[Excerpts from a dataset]
□ □ □ □ □ □ □

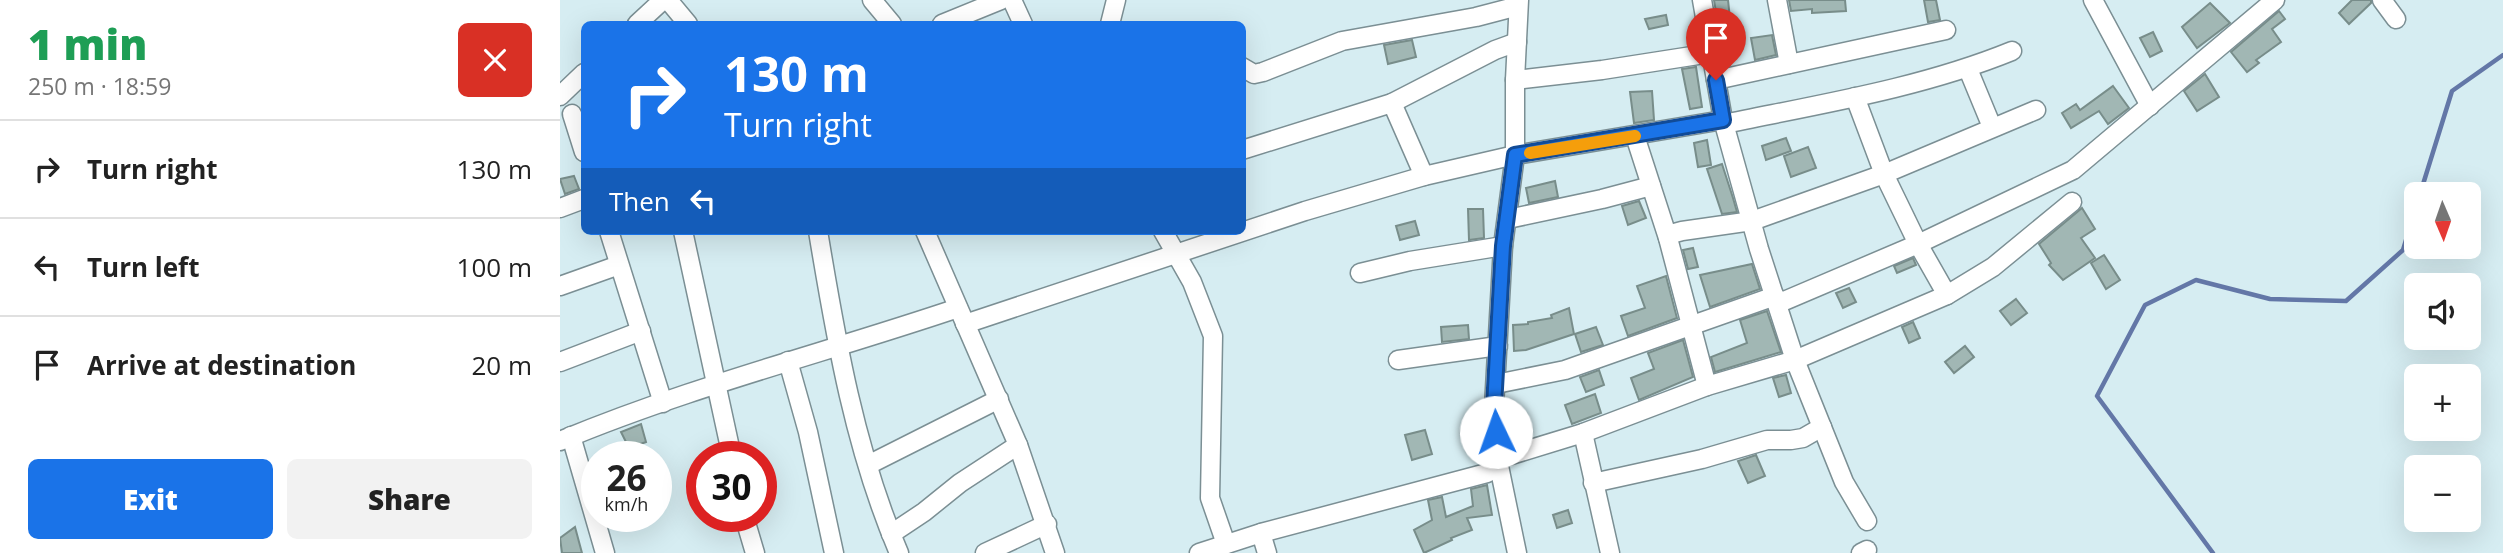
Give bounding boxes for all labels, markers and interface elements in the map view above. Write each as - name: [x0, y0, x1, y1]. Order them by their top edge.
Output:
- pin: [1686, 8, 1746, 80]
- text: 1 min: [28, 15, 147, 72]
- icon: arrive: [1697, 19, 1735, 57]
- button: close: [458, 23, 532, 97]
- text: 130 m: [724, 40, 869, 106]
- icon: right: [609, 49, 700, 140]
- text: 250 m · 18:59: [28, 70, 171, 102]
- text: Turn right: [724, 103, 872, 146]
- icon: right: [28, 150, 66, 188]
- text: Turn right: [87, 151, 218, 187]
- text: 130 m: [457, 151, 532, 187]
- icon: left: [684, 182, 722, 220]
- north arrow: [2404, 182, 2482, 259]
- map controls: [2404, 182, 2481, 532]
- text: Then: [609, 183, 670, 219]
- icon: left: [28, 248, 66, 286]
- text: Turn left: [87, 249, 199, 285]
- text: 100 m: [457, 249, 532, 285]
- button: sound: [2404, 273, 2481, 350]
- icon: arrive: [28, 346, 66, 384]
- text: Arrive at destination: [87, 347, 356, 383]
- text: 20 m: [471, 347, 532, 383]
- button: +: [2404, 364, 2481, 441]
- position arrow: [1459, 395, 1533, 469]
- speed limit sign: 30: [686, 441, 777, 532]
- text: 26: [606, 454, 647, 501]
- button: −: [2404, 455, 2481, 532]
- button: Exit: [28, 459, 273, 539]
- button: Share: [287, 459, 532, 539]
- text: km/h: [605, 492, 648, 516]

□ □ □ □ □ □ □

## Activity:
Where does "icon" appear in the records above? Copy each line that holds it.

## Finished task:
- icon: arrive: [1697, 19, 1735, 57]
- icon: right: [609, 49, 700, 140]
- icon: right: [28, 150, 66, 188]
- icon: left: [684, 182, 722, 220]
- icon: left: [28, 248, 66, 286]
- icon: arrive: [28, 346, 66, 384]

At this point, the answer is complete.